══ Records supplied

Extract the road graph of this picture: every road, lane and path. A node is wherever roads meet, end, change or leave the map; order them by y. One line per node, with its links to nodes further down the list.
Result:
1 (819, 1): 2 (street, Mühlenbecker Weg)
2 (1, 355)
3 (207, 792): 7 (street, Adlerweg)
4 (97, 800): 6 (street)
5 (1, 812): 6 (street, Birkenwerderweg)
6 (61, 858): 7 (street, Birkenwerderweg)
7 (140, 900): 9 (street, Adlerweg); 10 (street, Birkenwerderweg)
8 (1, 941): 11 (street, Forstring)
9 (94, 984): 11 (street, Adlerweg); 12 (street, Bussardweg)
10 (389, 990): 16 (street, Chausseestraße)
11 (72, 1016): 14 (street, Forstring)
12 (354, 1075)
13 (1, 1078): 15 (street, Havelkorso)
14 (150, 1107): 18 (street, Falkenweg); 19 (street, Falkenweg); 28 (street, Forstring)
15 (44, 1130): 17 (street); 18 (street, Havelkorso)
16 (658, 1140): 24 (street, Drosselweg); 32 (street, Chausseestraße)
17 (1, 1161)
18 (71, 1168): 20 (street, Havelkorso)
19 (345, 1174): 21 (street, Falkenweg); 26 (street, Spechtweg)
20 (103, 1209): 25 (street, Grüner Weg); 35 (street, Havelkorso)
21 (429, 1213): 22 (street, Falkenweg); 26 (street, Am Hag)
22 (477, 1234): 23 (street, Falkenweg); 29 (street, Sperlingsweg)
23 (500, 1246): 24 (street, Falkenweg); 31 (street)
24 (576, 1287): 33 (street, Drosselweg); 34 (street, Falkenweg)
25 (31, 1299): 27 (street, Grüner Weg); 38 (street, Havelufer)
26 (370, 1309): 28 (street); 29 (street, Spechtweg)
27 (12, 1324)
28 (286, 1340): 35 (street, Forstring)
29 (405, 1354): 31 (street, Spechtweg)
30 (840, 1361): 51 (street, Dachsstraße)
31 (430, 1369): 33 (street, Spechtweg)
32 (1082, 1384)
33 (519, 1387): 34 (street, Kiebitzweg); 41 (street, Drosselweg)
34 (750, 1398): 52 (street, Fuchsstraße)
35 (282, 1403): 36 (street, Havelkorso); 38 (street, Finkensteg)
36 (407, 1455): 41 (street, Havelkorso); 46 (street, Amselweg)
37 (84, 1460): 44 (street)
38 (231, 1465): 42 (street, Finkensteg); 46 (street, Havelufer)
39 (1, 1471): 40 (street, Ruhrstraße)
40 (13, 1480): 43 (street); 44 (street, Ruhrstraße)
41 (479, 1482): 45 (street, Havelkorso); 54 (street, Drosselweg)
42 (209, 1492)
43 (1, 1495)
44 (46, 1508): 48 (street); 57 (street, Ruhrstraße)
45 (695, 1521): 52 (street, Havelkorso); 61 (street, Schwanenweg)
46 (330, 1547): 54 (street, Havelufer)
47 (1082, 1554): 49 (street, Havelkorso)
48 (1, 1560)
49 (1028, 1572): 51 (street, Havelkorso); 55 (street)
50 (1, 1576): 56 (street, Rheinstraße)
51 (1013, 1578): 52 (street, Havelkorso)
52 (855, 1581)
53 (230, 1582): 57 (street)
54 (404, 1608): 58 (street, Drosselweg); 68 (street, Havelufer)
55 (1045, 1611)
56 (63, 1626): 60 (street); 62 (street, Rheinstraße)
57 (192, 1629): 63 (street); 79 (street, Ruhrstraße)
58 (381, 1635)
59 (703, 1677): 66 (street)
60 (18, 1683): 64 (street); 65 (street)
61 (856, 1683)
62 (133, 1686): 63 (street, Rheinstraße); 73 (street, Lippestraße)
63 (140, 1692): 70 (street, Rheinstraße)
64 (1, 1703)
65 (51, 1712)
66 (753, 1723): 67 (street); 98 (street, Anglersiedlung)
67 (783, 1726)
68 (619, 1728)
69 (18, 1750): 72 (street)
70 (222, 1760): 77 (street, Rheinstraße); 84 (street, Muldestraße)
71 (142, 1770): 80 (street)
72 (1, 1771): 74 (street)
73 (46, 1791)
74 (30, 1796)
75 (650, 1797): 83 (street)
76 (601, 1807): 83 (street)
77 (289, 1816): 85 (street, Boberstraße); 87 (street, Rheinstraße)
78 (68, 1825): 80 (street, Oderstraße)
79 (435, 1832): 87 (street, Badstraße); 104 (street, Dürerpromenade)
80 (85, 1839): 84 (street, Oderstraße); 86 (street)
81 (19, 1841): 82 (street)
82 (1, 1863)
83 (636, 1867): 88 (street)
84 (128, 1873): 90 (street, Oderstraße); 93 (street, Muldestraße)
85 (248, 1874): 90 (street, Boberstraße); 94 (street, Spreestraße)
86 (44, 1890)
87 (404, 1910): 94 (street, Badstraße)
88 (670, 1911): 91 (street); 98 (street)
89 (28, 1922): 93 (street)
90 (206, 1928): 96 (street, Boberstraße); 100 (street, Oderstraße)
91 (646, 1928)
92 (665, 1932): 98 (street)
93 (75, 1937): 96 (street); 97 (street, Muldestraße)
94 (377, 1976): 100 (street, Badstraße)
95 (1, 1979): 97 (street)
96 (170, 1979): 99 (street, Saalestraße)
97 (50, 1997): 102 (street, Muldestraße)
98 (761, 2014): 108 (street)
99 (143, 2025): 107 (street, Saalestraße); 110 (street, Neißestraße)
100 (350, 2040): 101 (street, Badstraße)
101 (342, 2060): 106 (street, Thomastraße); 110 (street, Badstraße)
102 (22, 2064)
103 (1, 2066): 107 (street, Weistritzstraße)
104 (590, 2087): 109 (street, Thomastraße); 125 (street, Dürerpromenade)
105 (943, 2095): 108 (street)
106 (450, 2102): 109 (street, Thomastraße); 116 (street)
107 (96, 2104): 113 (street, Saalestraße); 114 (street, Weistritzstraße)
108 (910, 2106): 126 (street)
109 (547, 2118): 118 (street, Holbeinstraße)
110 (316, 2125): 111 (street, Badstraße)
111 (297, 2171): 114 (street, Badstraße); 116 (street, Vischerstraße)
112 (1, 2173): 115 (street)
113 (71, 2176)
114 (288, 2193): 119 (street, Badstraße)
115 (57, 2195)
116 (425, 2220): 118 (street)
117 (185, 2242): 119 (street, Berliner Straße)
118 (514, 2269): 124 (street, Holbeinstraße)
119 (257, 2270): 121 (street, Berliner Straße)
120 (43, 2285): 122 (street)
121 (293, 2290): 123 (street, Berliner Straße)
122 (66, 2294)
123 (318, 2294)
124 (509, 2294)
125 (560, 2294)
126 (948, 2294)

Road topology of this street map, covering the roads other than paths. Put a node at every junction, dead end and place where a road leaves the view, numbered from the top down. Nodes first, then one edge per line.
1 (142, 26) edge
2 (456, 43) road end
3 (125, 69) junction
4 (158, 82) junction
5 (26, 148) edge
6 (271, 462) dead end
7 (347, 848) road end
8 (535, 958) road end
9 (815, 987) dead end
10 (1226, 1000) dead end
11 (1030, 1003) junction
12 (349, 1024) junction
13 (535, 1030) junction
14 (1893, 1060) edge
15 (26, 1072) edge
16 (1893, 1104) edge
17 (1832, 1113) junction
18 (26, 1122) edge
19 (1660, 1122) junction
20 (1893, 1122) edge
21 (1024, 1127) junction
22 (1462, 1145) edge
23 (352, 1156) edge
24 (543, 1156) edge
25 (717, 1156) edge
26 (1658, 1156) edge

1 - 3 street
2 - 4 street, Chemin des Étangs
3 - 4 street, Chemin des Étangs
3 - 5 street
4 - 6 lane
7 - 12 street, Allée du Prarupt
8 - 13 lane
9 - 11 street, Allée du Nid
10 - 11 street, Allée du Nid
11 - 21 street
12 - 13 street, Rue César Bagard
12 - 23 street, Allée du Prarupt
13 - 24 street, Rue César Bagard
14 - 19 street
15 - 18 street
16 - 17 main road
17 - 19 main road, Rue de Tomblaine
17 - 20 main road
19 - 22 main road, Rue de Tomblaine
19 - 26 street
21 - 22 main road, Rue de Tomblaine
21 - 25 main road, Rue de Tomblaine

════

• _Task to carry out_
Search the data for "Road topology of". Beginning with that line, set down every line through the last exactly.

• _Written response_
Road topology of this street map, covering the roads other than paths. Put a node at every junction, dead end and place where a road leaves the view, numbered from the top down. Nodes first, then one edge per line.
1 (142, 26) edge
2 (456, 43) road end
3 (125, 69) junction
4 (158, 82) junction
5 (26, 148) edge
6 (271, 462) dead end
7 (347, 848) road end
8 (535, 958) road end
9 (815, 987) dead end
10 (1226, 1000) dead end
11 (1030, 1003) junction
12 (349, 1024) junction
13 (535, 1030) junction
14 (1893, 1060) edge
15 (26, 1072) edge
16 (1893, 1104) edge
17 (1832, 1113) junction
18 (26, 1122) edge
19 (1660, 1122) junction
20 (1893, 1122) edge
21 (1024, 1127) junction
22 (1462, 1145) edge
23 (352, 1156) edge
24 (543, 1156) edge
25 (717, 1156) edge
26 (1658, 1156) edge

1 - 3 street
2 - 4 street, Chemin des Étangs
3 - 4 street, Chemin des Étangs
3 - 5 street
4 - 6 lane
7 - 12 street, Allée du Prarupt
8 - 13 lane
9 - 11 street, Allée du Nid
10 - 11 street, Allée du Nid
11 - 21 street
12 - 13 street, Rue César Bagard
12 - 23 street, Allée du Prarupt
13 - 24 street, Rue César Bagard
14 - 19 street
15 - 18 street
16 - 17 main road
17 - 19 main road, Rue de Tomblaine
17 - 20 main road
19 - 22 main road, Rue de Tomblaine
19 - 26 street
21 - 22 main road, Rue de Tomblaine
21 - 25 main road, Rue de Tomblaine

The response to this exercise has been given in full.